**WORK TO BE COMPLETED**
Transcribe the following entries word for word. End with the line where "Please list the" appears.

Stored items
▼▼▼
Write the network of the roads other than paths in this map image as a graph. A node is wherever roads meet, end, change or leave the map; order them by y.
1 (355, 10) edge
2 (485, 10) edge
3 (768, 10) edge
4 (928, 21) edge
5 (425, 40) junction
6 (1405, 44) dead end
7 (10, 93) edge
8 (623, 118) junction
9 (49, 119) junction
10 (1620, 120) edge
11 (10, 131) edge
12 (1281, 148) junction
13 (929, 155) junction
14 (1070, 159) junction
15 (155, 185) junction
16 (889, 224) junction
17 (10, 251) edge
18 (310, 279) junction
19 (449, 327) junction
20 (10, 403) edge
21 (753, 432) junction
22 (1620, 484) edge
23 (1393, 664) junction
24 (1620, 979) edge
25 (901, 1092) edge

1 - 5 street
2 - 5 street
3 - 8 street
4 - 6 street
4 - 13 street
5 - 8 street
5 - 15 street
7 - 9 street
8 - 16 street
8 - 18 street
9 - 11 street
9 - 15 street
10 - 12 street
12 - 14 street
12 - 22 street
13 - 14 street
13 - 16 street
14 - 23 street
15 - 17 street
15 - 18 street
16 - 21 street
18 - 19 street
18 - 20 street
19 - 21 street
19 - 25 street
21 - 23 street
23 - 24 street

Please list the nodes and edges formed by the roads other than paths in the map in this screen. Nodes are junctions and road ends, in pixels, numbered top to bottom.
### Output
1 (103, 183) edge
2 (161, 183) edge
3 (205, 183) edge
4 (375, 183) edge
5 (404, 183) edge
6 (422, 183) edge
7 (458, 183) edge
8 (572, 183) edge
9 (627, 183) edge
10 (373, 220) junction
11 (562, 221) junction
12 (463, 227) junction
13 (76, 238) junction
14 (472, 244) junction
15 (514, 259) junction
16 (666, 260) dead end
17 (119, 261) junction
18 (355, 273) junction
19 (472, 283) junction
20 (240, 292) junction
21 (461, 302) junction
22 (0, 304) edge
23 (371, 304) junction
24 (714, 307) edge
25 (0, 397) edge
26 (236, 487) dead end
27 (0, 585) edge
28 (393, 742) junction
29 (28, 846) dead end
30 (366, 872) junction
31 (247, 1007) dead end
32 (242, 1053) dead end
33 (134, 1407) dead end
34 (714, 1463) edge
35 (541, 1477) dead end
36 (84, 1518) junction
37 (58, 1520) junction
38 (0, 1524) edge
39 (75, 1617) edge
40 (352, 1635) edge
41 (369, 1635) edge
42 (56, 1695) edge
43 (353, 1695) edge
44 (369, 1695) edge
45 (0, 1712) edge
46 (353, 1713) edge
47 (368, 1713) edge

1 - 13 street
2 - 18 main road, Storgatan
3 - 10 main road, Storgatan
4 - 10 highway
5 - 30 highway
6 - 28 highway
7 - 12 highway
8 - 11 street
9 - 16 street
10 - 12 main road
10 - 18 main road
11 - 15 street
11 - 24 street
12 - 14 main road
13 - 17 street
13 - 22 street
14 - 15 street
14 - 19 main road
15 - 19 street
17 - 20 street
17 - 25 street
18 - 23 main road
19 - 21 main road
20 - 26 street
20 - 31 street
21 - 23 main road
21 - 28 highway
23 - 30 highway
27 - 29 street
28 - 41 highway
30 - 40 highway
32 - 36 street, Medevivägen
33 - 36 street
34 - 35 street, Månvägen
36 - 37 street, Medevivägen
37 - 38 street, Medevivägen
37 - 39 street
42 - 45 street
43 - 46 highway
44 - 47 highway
▲▲▲
**RESULT**
Write the network of the roads other than paths in this map image as a graph. A node is wherever roads meet, end, change or leave the map; order them by y.
1 (355, 10) edge
2 (485, 10) edge
3 (768, 10) edge
4 (928, 21) edge
5 (425, 40) junction
6 (1405, 44) dead end
7 (10, 93) edge
8 (623, 118) junction
9 (49, 119) junction
10 (1620, 120) edge
11 (10, 131) edge
12 (1281, 148) junction
13 (929, 155) junction
14 (1070, 159) junction
15 (155, 185) junction
16 (889, 224) junction
17 (10, 251) edge
18 (310, 279) junction
19 (449, 327) junction
20 (10, 403) edge
21 (753, 432) junction
22 (1620, 484) edge
23 (1393, 664) junction
24 (1620, 979) edge
25 (901, 1092) edge

1 - 5 street
2 - 5 street
3 - 8 street
4 - 6 street
4 - 13 street
5 - 8 street
5 - 15 street
7 - 9 street
8 - 16 street
8 - 18 street
9 - 11 street
9 - 15 street
10 - 12 street
12 - 14 street
12 - 22 street
13 - 14 street
13 - 16 street
14 - 23 street
15 - 17 street
15 - 18 street
16 - 21 street
18 - 19 street
18 - 20 street
19 - 21 street
19 - 25 street
21 - 23 street
23 - 24 street

Please list the nodes and edges formed by the roads other than paths in the map in this screen. Nodes are junctions and road ends, in pixels, numbered top to bottom.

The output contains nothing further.